(Input records Opens)

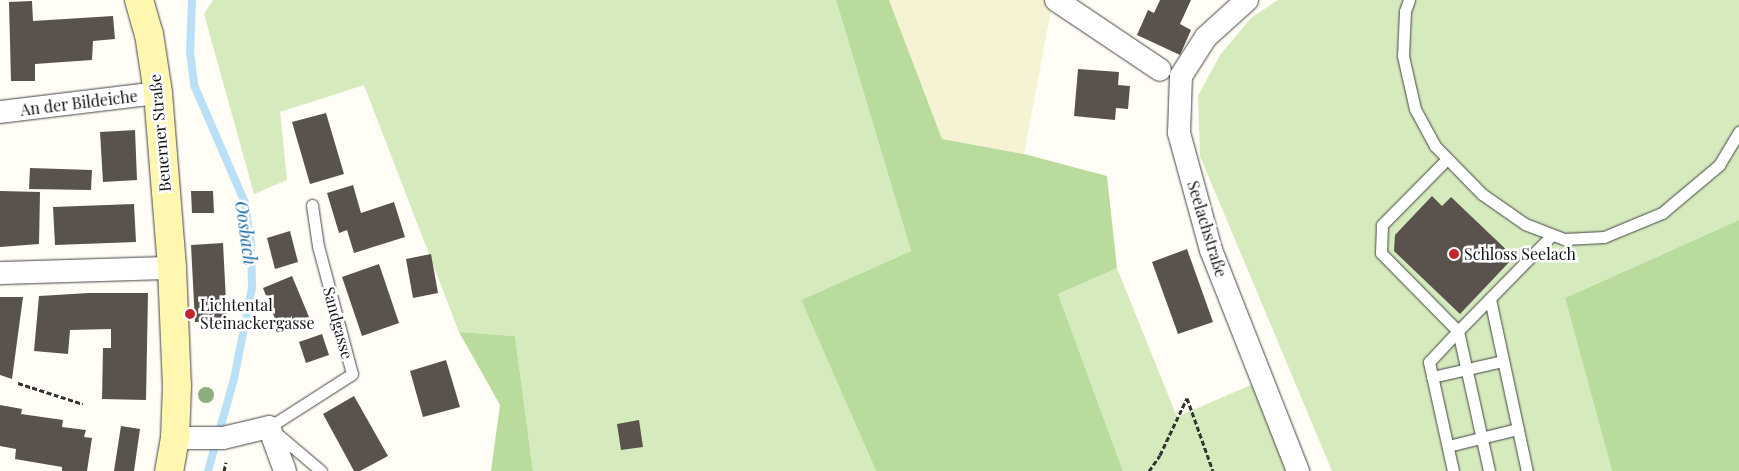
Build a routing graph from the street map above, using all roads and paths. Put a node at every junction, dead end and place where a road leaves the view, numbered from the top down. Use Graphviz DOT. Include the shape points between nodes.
graph roads {
  1 [pos="139,0"];
  2 [pos="1056,0"];
  3 [pos="1247,0"];
  4 [pos="1409,0"];
  5 [pos="1160,70"];
  6 [pos="158,93"];
  7 [pos="0,112"];
  8 [pos="1739,132"];
  9 [pos="1447,159"];
  10 [pos="312,205"];
  11 [pos="1552,235"];
  12 [pos="172,268"];
  13 [pos="0,273"];
  14 [pos="1490,299"];
  15 [pos="1458,331"];
  16 [pos="1503,362"];
  17 [pos="1467,370"];
  18 [pos="1432,377"];
  19 [pos="18,383"];
  20 [pos="83,404"];
  21 [pos="268,427"];
  22 [pos="1518,429"];
  23 [pos="188,438"];
  24 [pos="1482,438"];
  25 [pos="1448,446"];
  26 [pos="225,466"];
  27 [pos="169,471"];
  28 [pos="224,471"];
  29 [pos="285,471"];
  30 [pos="321,471"];
  31 [pos="1148,471"];
  32 [pos="1213,471"];
  33 [pos="1298,471"];
  34 [pos="1453,471"];
  35 [pos="1489,471"];
  36 [pos="1527,471"];
  1 -- 6 [label="main road, Beuerner Straße" via="150,34"];
  2 -- 5 [label="street"];
  3 -- 33 [label="street, Seelachstraße" via="1206,37 1181,76 1179,133 1211,250"];
  4 -- 9 [label="lane" via="1403,56 1415,109 1435,146"];
  6 -- 7 [label="street, An der Bildeiche"];
  6 -- 12 [label="main road, Beuerner Straße"];
  8 -- 11 [label="lane" via="1719,165 1662,213 1604,237 1564,239"];
  9 -- 11 [label="lane" via="1482,194 1525,224"];
  9 -- 15 [label="lane" via="1382,225 1381,254"];
  10 -- 21 [label="lane, Sandgasse" via="318,246 352,374"];
  11 -- 14 [label="lane"];
  12 -- 13 [label="street"];
  12 -- 23 [label="main road, Beuerner Straße" via="177,376"];
  14 -- 15 [label="lane"];
  14 -- 16 [label="lane"];
  15 -- 17 [label="lane"];
  15 -- 18 [label="lane" via="1429,362"];
  16 -- 17 [label="lane"];
  16 -- 22 [label="lane"];
  17 -- 18 [label="lane"];
  17 -- 24 [label="lane"];
  18 -- 25 [label="lane"];
  19 -- 20 [label="path"];
  21 -- 23 [label="street, Sandgasse" via="223,438"];
  21 -- 29 [label="street"];
  21 -- 30 [label="lane"];
  22 -- 24 [label="lane"];
  22 -- 36 [label="lane"];
  23 -- 27 [label="main road, Beuerner Straße"];
  24 -- 25 [label="lane"];
  24 -- 35 [label="lane"];
  25 -- 34 [label="lane"];
  26 -- 28 [label="path"];
  31 -- 32 [label="path" via="1160,455 1187,398"];
}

(Input records Closes)

### Required work
Go through the lines above and count those with the string "main". Reply with the count and nothing more.

### Expected answer
4